◆ TO DO ◆
Pick out each line of the records in which the word "name" appears.

※

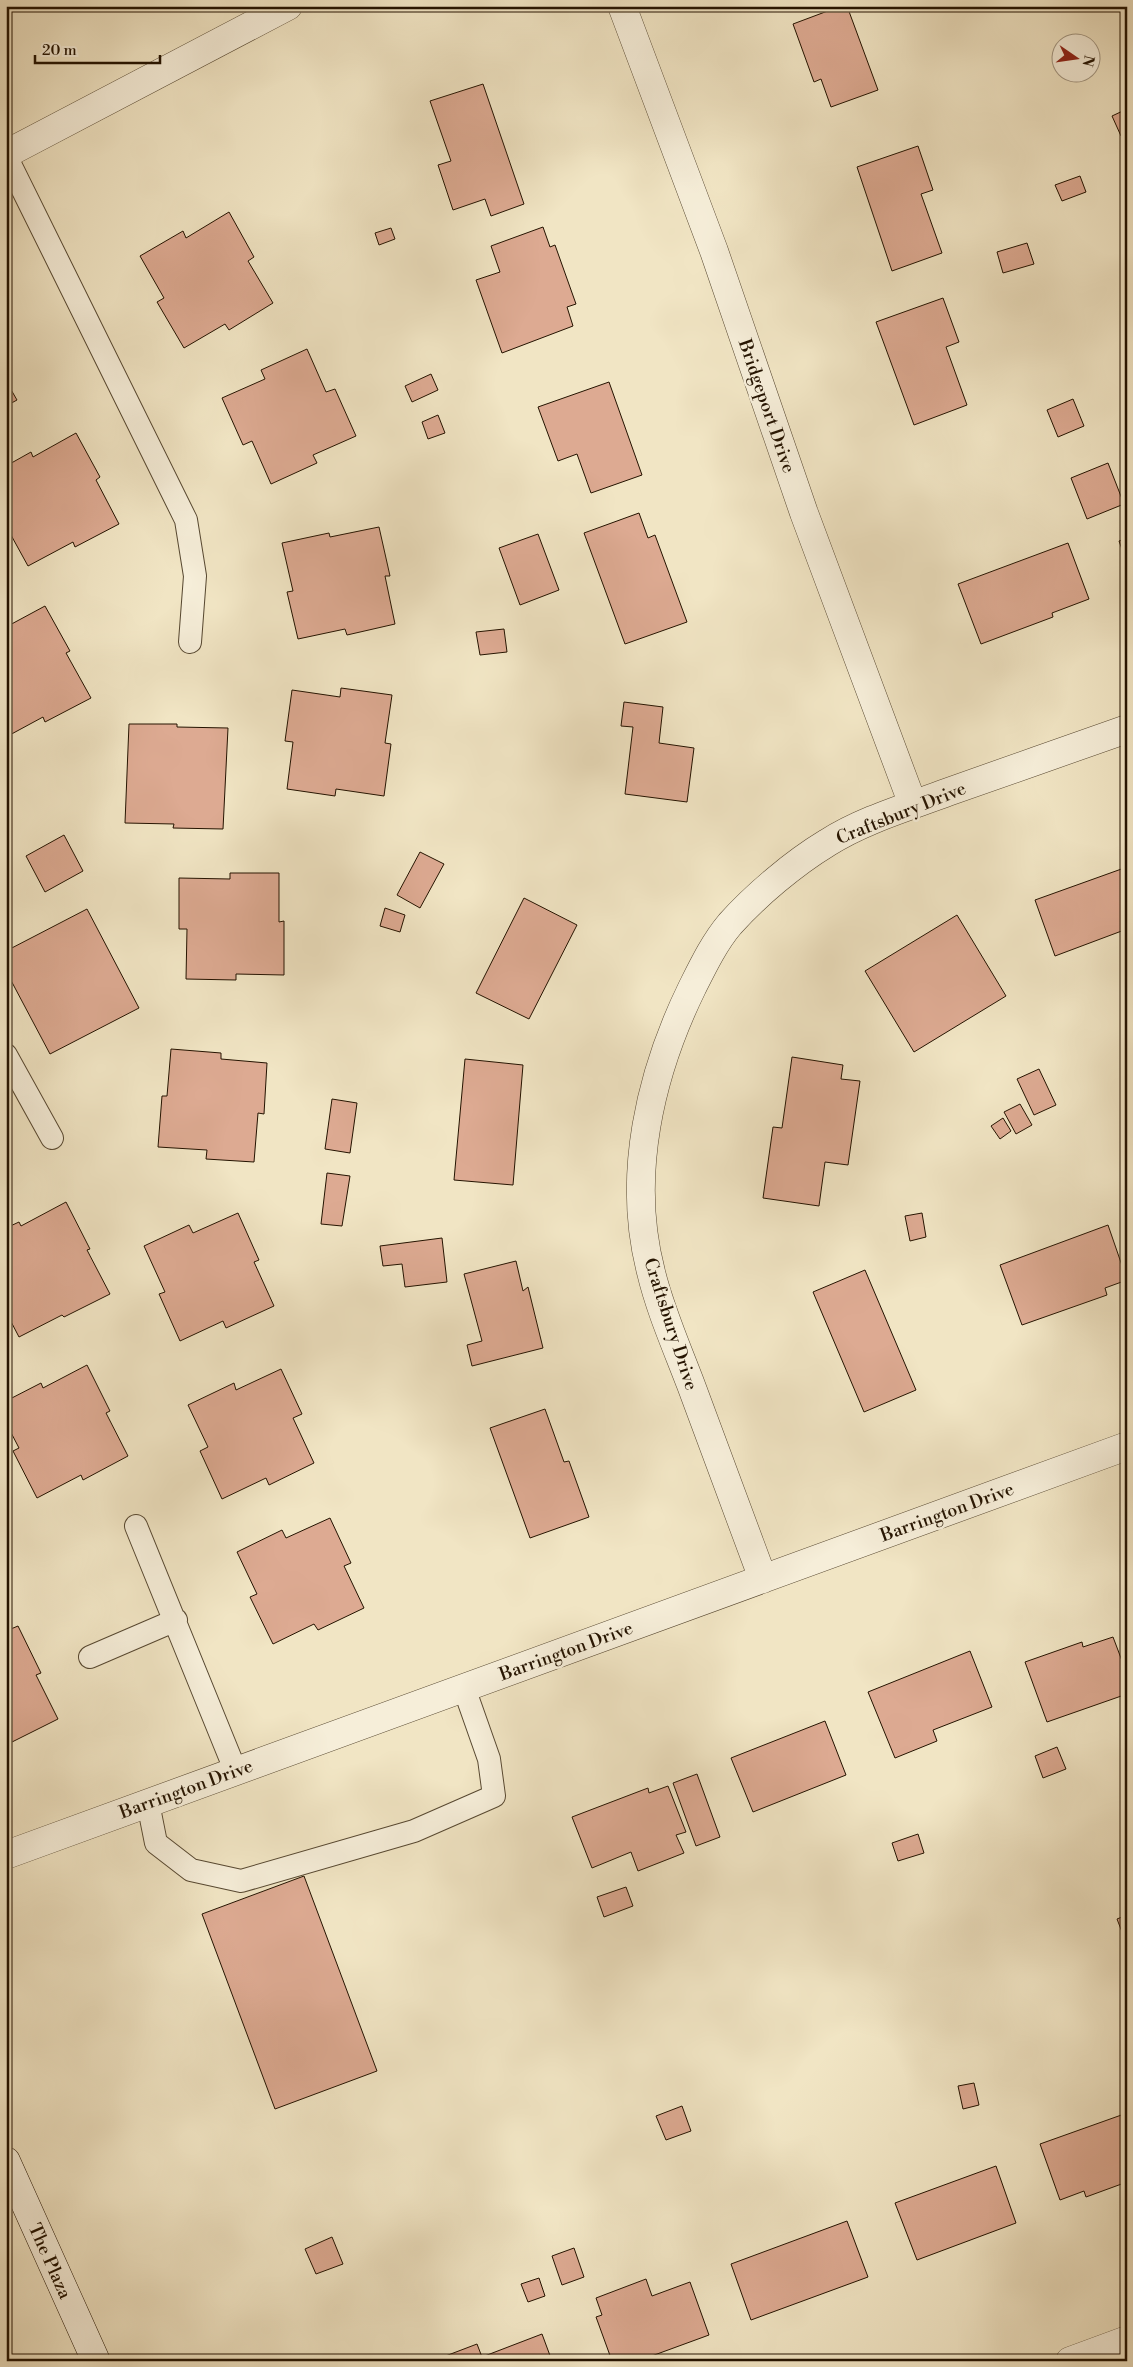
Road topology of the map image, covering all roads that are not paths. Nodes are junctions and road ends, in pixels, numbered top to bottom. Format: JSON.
{"nodes":[{"id":1,"x":288,"y":6,"type":"edge"},
{"id":2,"x":622,"y":6,"type":"edge"},
{"id":3,"x":6,"y":155,"type":"edge"},
{"id":4,"x":190,"y":642,"type":"dead end"},
{"id":5,"x":1127,"y":729,"type":"edge"},
{"id":6,"x":913,"y":805,"type":"junction"},
{"id":7,"x":6,"y":1055,"type":"edge"},
{"id":8,"x":52,"y":1138,"type":"dead end"},
{"id":9,"x":1127,"y":1446,"type":"edge"},
{"id":10,"x":136,"y":1526,"type":"dead end"},
{"id":11,"x":763,"y":1579,"type":"junction"},
{"id":12,"x":176,"y":1620,"type":"junction"},
{"id":13,"x":90,"y":1658,"type":"dead end"},
{"id":14,"x":464,"y":1688,"type":"junction"},
{"id":15,"x":236,"y":1772,"type":"junction"},
{"id":16,"x":148,"y":1803,"type":"junction"},
{"id":17,"x":6,"y":1855,"type":"edge"},
{"id":18,"x":6,"y":2161,"type":"edge"},
{"id":19,"x":1127,"y":2340,"type":"edge"},
{"id":20,"x":96,"y":2361,"type":"edge"},
{"id":21,"x":1070,"y":2361,"type":"edge"}],
"edges":[{"from":1,"to":3,"type":"street"},
{"from":2,"to":6,"type":"street","name":"Bridgeport Drive"},
{"from":3,"to":4,"type":"lane"},
{"from":5,"to":6,"type":"street","name":"Craftsbury Drive"},
{"from":6,"to":11,"type":"street","name":"Craftsbury Drive"},
{"from":7,"to":8,"type":"lane"},
{"from":9,"to":11,"type":"street","name":"Barrington Drive"},
{"from":10,"to":12,"type":"lane"},
{"from":11,"to":14,"type":"street","name":"Barrington Drive"},
{"from":12,"to":13,"type":"lane"},
{"from":12,"to":15,"type":"lane"},
{"from":14,"to":15,"type":"street","name":"Barrington Drive"},
{"from":14,"to":16,"type":"lane"},
{"from":15,"to":16,"type":"street","name":"Barrington Drive"},
{"from":16,"to":17,"type":"street","name":"Barrington Drive"},
{"from":18,"to":20,"type":"street","name":"The Plaza"},
{"from":19,"to":21,"type":"street"}]}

※

◆ SOLUTION TO THE EXERCISE ◆
{"from":2,"to":6,"type":"street","name":"Bridgeport Drive"},
{"from":5,"to":6,"type":"street","name":"Craftsbury Drive"},
{"from":6,"to":11,"type":"street","name":"Craftsbury Drive"},
{"from":9,"to":11,"type":"street","name":"Barrington Drive"},
{"from":11,"to":14,"type":"street","name":"Barrington Drive"},
{"from":14,"to":15,"type":"street","name":"Barrington Drive"},
{"from":15,"to":16,"type":"street","name":"Barrington Drive"},
{"from":16,"to":17,"type":"street","name":"Barrington Drive"},
{"from":18,"to":20,"type":"street","name":"The Plaza"},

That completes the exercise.